Milo prit la chemise et remercia encore une fois son ami :

-Merci Aiolia : je ne sais pas ce que j'aurais fait sans toi ce soir.

Le jeune homme aux cheveux châtains secoua les mains avec modestie :

-Je t'en prie : allez, dors bien ! Et si jamais tu as un problème : je suis juste à côté.

Le Scorpion regarda son ami s'éloigner en traînant les pieds et, une fois la porte refermée, il ôta ses bottes, son pantalon et changea de chemise avec bonheur : il fallait avouer qu'il craignait de se chopper une maladie en nageant dans son propre sang !

Il jeta un coup d'œil à la fenêtre close et se glissa dans les draps en soupirant d'aise.
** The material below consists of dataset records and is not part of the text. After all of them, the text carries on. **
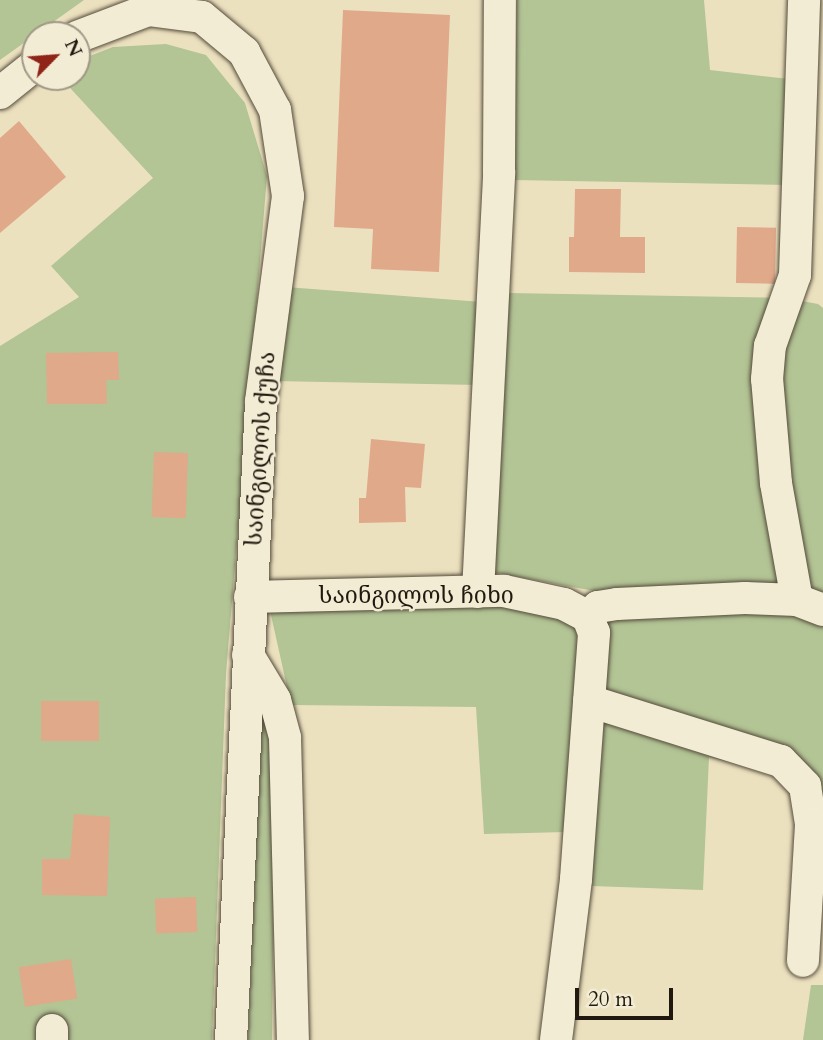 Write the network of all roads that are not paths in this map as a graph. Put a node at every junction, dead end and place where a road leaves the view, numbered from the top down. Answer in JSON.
{"nodes":[{"id":1,"x":500,"y":0,"type":"edge"},
{"id":2,"x":804,"y":0,"type":"edge"},
{"id":3,"x":150,"y":5,"type":"edge"},
{"id":4,"x":91,"y":31,"type":"edge"},
{"id":5,"x":21,"y":76,"type":"edge"},
{"id":6,"x":812,"y":87,"type":"edge"},
{"id":7,"x":0,"y":93,"type":"edge"},
{"id":8,"x":478,"y":592,"type":"junction"},
{"id":9,"x":250,"y":597,"type":"junction"},
{"id":10,"x":810,"y":605,"type":"edge"},
{"id":11,"x":588,"y":617,"type":"junction"},
{"id":12,"x":248,"y":655,"type":"junction"},
{"id":13,"x":589,"y":701,"type":"junction"},
{"id":14,"x":238,"y":864,"type":"junction"},
{"id":15,"x":289,"y":873,"type":"junction"},
{"id":16,"x":803,"y":961,"type":"dead end"},
{"id":17,"x":231,"y":1040,"type":"edge"},
{"id":18,"x":293,"y":1040,"type":"edge"},
{"id":19,"x":556,"y":1040,"type":"edge"}],
"edges":[{"from":1,"to":8,"type":"street"},
{"from":2,"to":6,"type":"street"},
{"from":3,"to":4,"type":"street","name":"საინგილოს ქუჩა"},
{"from":3,"to":9,"type":"street","name":"საინგილოს ქუჩა"},
{"from":5,"to":7,"type":"street"},
{"from":6,"to":10,"type":"street"},
{"from":8,"to":9,"type":"street","name":"საინგილოს ჩიხი"},
{"from":8,"to":11,"type":"street","name":"საინგილოს ჩიხი"},
{"from":9,"to":12,"type":"street","name":"საინგილოს ქუჩა"},
{"from":10,"to":11,"type":"street"},
{"from":11,"to":13,"type":"street"},
{"from":12,"to":14,"type":"street","name":"საინგილოს ქუჩა"},
{"from":12,"to":15,"type":"street"},
{"from":13,"to":16,"type":"street"},
{"from":13,"to":19,"type":"street"},
{"from":14,"to":15,"type":"street"},
{"from":14,"to":17,"type":"street","name":"საინგილოს ქუჩა"},
{"from":15,"to":18,"type":"street"}]} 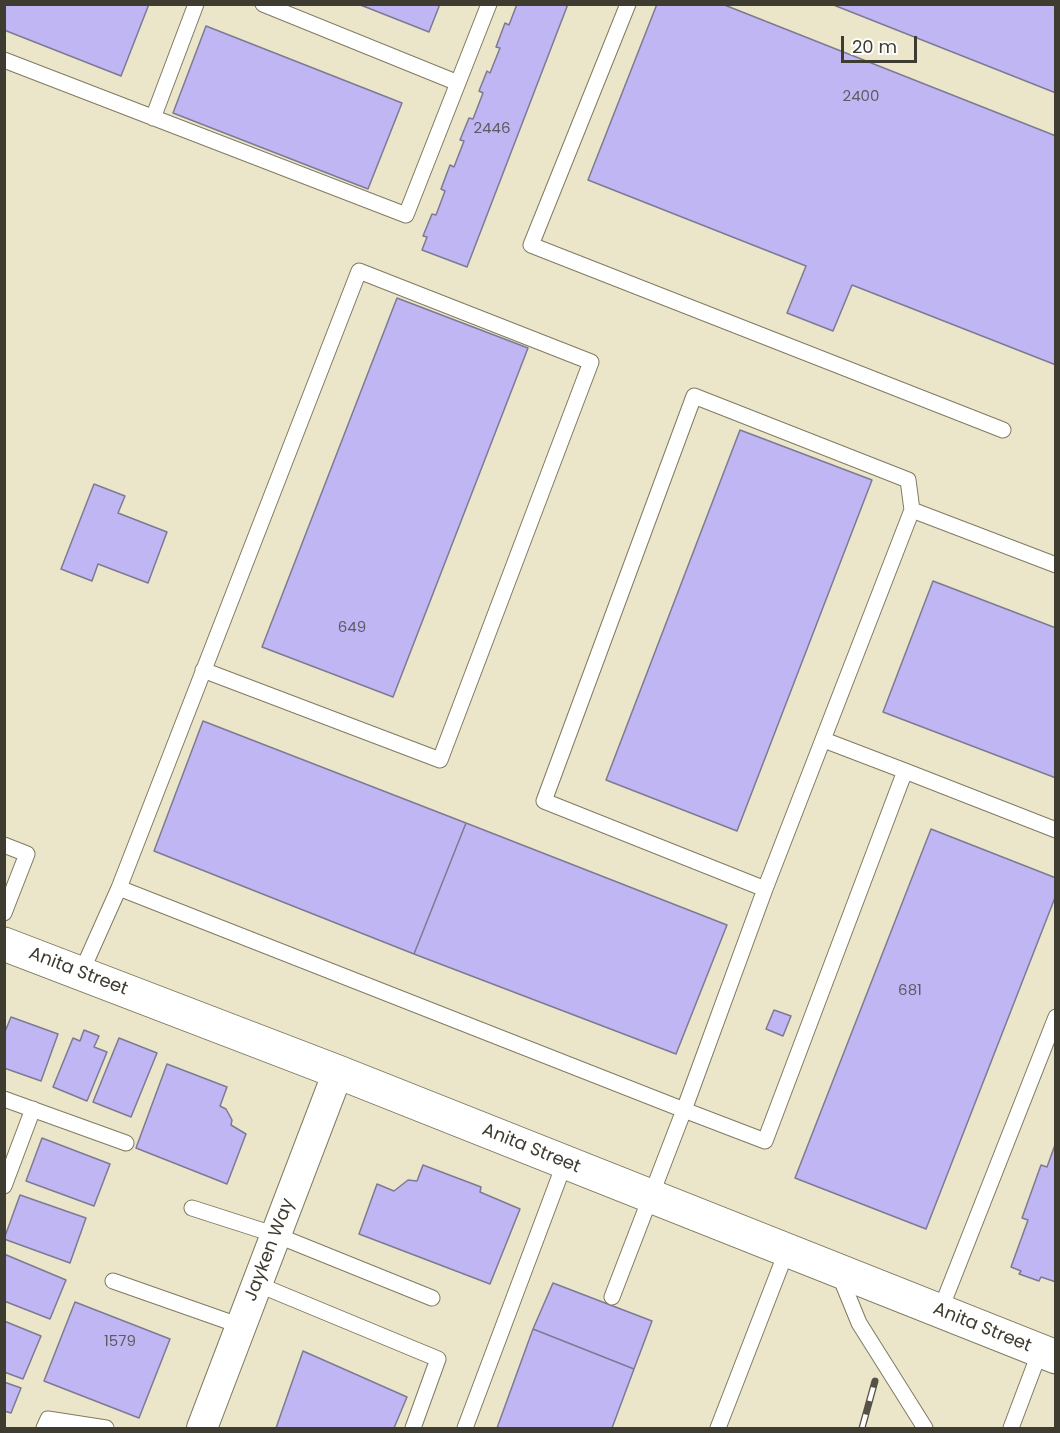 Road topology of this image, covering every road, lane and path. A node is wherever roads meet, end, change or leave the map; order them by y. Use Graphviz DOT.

Aiolia et lui s'étaient rencontrés 3 ans auparavant et, malgré les hauts et les bas, ils restaient de très bons amis.

Il venait encore d'en avoir la preuve ce soir…
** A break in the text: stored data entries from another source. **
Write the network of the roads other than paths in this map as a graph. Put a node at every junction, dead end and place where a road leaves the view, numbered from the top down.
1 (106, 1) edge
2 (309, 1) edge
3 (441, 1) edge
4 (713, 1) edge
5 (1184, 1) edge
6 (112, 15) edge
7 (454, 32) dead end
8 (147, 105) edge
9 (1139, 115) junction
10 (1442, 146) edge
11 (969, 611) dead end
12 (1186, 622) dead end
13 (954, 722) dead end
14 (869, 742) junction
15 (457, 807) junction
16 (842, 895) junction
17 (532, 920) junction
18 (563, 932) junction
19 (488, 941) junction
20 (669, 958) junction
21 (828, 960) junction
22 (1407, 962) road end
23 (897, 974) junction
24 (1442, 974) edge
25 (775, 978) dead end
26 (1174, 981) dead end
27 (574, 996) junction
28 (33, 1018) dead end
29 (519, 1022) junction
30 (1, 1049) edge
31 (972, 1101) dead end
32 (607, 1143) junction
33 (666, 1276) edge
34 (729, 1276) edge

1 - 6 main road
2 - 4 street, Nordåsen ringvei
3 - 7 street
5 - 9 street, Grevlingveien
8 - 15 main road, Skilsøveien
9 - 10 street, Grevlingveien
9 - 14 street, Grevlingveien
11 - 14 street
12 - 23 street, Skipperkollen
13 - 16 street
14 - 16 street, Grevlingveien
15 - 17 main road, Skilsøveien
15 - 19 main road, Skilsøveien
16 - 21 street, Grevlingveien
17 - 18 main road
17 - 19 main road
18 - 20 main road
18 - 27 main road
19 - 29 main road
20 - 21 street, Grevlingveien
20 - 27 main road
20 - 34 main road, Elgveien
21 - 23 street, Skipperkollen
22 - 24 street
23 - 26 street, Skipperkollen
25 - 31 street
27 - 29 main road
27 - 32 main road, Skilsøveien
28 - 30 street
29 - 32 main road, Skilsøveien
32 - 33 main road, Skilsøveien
Ravi et rassuré de la fidélité de ses amis, Milo s'endormit, le sourire aux lèvres.


3 ans auparavant…

-Hey ! Tu pourrais t'excuser !

Milo se retourna et jeta un regard dédaigneux au garçon aux cheveux châtains qu'il venait de légèrement bousculer : non mais pour qui se prenait-il cet énergumène ? Comment osait-il seulement lui adresser la parole ?! Et puis c'était quoi ce drôle d'accent ? Trop… « raffiné » pour les gens du coin !

Milo venait d'avoir 17 ans et cet étranger semblait un poil plus vieux que lui. En même temps, né à la fin de l'année, le jeune garçon blond était condamné à être le plus jeune de ses connaissances…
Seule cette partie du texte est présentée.